Crannog, Drumgoast, Co. Monaghan
Co. Monaghan |
Settlement Sites
On the north-eastern shore of Drumgoast Lough in County Monaghan, just barely above the waterline of a small, tear-shaped lake, sits what most walkers would likely dismiss as a lump of overgrown stones.
It measures roughly fourteen metres east to west and twelve metres north to south, rising only half a metre above the surrounding marshy ground. That modest profile, however, is characteristic of a crannog, an artificial or partly artificial island dwelling that was a common form of settlement in Ireland from the Bronze Age through to the early modern period. Built from layers of timber, peat, brushwood, and stone, crannogs were essentially fortified homesteads set in water, offering their inhabitants both a degree of protection and a commanding view of the surrounding land.

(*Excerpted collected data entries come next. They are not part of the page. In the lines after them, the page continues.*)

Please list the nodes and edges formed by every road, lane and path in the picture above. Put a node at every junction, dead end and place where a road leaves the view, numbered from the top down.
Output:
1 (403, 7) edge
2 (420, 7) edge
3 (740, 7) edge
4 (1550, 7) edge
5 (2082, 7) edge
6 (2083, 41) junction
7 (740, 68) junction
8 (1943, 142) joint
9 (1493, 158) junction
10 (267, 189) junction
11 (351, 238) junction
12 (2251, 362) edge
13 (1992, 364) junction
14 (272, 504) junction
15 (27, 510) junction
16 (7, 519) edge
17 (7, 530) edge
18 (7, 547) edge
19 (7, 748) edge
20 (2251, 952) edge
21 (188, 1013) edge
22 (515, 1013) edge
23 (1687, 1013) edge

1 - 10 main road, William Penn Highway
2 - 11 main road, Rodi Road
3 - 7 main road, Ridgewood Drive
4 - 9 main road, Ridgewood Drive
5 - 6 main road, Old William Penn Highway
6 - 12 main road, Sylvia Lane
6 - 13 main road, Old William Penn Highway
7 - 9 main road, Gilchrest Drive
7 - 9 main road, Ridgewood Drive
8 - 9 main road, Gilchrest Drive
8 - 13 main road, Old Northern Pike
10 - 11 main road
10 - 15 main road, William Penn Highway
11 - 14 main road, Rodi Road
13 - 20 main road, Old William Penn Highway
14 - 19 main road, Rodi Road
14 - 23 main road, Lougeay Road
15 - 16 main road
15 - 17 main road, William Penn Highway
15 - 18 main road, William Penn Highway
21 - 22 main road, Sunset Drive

Drumgoast Lough itself is small, its longest dimension running about 230 metres north to south and perhaps 130 metres east to west. The crannog sits tucked against its north-eastern shore, half consumed by the boggy ground that has crept in around it over centuries. The stony mound is now heavily overgrown, which is not unusual; many Irish crannogs survive in exactly this condition, their original construction materials compressed and buried beneath accumulated vegetation and sediment. Without excavation, it is difficult to say when this particular example was built or occupied, and the available record offers no such detail. What remains is a quiet, sodden outline in a quiet, sodden landscape, persisting largely because nobody has had much reason to disturb it.